What you need to do :: Entries follow. Return each line that contains the word "Cherry".

Input data ::
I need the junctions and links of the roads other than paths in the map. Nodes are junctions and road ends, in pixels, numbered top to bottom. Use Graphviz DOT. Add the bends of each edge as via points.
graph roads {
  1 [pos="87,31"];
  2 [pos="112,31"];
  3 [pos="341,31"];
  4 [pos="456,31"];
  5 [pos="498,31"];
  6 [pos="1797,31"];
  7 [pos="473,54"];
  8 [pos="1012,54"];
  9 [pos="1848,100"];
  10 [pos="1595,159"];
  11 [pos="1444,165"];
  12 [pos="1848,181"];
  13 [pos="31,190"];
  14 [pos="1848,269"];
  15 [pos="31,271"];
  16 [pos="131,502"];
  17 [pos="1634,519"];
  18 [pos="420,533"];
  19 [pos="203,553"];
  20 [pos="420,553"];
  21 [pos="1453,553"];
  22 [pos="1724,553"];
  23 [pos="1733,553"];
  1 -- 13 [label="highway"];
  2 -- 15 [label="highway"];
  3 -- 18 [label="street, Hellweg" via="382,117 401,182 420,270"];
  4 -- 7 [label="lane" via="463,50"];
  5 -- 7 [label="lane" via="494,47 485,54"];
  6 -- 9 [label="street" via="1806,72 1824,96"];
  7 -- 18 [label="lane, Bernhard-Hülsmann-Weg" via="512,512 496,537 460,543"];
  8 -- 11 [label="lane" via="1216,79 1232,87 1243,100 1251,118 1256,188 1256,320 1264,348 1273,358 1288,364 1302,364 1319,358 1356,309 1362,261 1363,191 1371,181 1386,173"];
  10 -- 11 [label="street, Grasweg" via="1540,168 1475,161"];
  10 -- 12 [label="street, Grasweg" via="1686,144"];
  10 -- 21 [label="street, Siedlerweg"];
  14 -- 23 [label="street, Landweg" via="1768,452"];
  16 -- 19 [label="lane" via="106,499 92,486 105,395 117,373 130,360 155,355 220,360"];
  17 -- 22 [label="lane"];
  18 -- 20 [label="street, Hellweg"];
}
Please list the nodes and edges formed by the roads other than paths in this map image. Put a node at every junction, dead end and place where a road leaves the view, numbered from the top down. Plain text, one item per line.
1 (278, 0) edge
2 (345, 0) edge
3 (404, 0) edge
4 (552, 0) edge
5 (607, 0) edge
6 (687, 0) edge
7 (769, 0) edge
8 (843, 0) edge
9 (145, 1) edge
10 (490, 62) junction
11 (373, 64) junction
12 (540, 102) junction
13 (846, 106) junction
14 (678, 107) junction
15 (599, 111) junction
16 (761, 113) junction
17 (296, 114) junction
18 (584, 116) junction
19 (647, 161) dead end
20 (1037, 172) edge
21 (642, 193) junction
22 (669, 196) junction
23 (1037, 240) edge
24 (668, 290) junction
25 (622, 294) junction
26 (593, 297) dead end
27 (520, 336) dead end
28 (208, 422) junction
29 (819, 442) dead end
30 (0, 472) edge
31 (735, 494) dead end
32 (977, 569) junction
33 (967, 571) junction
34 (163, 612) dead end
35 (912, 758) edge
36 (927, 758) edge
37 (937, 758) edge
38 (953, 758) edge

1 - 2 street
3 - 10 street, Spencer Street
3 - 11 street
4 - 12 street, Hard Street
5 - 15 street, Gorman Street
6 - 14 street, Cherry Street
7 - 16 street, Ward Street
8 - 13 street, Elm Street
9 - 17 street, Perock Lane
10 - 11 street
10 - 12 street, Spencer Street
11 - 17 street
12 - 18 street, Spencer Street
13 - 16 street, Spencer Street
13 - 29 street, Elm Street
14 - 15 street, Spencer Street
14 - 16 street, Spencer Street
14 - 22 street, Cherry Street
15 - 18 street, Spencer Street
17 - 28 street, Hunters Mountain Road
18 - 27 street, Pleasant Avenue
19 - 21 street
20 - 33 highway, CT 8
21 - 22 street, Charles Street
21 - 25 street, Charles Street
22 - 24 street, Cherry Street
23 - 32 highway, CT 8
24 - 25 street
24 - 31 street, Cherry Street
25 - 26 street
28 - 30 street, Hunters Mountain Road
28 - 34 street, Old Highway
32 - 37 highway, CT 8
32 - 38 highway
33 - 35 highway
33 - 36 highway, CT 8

Output for this exercise ::
6 - 14 street, Cherry Street
14 - 22 street, Cherry Street
22 - 24 street, Cherry Street
24 - 31 street, Cherry Street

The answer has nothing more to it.